Founders of SoCal Chapter
Steve, your sig does not say if your Chevy is a 2500 or 3500. IMHO, if its a 2500 you will be way over what a 2500 will haul safely when loaded for travel. Im not sure on a 02 but my 07 2500 is rated at 14K for a 5er which puts me at 22K, the legal limit.
 

branson4020

Icantre Member
Steve,

The pin weight is the pin weight. It's not derived from the dry weight of the coach. There are guidelines for good handling (pin weight 15%-25% of total) and manufactureres design their coaches to meet these. If Heartland says the pin weight is 2800 lbs dry, you should count on 3500-4000 lbs loaded.
 

TandT

Founding Utah Chapter Leaders-Retired
Wait a minute. The Bighorn 3670rl says don't carry over 16+ hundred pounds of cargo. I imagine most are the same with 14k axles. Say you overload to 2000lbs cargo. Even at 25% for the pin weight, that is still only 500lbs more than dry, or 3300max for a 2800lb dry pin weight.
 

branson4020

Icantre Member
Trace,
In my experience, more than half of every pound I add to the coach goes straight to the pin. That includes fresh water.
 

YaShouldaGotaDiesel

Well-known member
I opened a can of worms didn't I ?
Bob have you weighed your pin weight after you loaded your trailer or is this your best guessment of how weight distribution works?

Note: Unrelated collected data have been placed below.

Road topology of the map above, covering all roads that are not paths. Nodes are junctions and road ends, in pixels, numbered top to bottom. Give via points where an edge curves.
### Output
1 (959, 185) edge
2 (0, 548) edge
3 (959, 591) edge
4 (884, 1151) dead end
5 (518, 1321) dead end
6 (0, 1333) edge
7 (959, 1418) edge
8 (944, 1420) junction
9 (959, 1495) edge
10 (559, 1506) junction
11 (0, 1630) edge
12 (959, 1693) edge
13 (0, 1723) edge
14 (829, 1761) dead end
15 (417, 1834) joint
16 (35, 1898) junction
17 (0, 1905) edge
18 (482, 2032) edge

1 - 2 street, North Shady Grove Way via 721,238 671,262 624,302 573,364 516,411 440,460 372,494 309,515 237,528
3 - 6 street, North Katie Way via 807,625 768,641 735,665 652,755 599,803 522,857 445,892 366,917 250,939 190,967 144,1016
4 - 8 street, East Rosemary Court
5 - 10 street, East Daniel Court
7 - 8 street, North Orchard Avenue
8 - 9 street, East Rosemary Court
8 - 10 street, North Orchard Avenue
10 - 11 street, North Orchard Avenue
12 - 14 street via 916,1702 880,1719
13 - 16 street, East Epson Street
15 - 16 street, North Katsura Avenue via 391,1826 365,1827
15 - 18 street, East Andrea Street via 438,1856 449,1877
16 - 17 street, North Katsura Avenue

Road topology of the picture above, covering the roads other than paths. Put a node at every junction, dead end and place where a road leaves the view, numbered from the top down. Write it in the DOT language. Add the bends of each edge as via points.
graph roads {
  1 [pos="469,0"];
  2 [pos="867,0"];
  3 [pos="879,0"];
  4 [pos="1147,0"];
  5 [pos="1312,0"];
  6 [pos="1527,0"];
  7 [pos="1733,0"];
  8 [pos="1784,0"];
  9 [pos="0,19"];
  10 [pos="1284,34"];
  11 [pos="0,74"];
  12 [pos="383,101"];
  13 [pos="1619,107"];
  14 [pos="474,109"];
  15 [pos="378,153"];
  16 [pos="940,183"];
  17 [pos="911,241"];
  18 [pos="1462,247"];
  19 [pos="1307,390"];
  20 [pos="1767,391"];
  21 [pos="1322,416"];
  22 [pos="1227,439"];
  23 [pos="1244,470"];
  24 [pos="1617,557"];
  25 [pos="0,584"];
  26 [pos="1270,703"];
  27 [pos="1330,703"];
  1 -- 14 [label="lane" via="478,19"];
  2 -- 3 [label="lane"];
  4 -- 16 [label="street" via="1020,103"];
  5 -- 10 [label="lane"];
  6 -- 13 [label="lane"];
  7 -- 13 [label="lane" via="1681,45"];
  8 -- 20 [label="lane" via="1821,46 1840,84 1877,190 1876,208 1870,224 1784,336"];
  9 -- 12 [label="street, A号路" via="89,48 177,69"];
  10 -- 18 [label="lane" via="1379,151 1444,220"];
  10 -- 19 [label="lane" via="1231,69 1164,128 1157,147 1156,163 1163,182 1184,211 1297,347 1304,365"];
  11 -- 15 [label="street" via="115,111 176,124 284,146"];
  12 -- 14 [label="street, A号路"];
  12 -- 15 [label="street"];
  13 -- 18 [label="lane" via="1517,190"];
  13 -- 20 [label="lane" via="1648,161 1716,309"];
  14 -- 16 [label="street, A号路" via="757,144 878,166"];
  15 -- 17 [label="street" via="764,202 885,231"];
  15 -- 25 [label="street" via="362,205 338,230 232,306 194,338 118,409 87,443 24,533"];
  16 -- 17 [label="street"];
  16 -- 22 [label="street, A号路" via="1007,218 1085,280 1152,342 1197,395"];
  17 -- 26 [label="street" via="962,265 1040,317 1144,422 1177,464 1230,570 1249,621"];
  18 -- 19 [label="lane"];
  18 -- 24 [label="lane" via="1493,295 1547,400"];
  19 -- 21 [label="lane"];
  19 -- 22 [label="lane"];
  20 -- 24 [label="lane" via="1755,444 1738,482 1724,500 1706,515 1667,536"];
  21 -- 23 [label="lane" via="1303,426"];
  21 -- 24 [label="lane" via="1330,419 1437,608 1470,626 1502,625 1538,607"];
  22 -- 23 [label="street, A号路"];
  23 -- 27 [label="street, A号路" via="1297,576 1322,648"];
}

And how could pin weight be pin weight without measuring it?
 

branson4020

Icantre Member
I weigh my rig almost every time I take it out. Highway truck scales are free in Oregon. As an example, I recently installed a generator that weighed about 225 lbs in the front compartment and my pin weight increased by about 175 lbs. Most of the stuff you load into your coach is loaded pretty far forward of the axles. I'm not the weight police, but I do believe that the parameter that most folks exceed first when pullling a fifth wheel is the GVWR of the truck.
 

TandT

Founding Utah Chapter Leaders-Retired
Bob, I guess you have a point. Most cargo is in front of the wheels.
 

kakampers

Past Heartland Ambassador
I weigh my rig almost every time I take it out. Highway truck scales are free in Oregon. As an example, I recently installed a generator that weighed about 225 lbs in the front compartment and my pin weight increased by about 175 lbs. Most of the stuff you load into your coach is loaded pretty far forward of the axles. I'm not the weight police, but I do believe that the parameter that most folks exceed first when pullling a fifth wheel is the GVWR of the truck.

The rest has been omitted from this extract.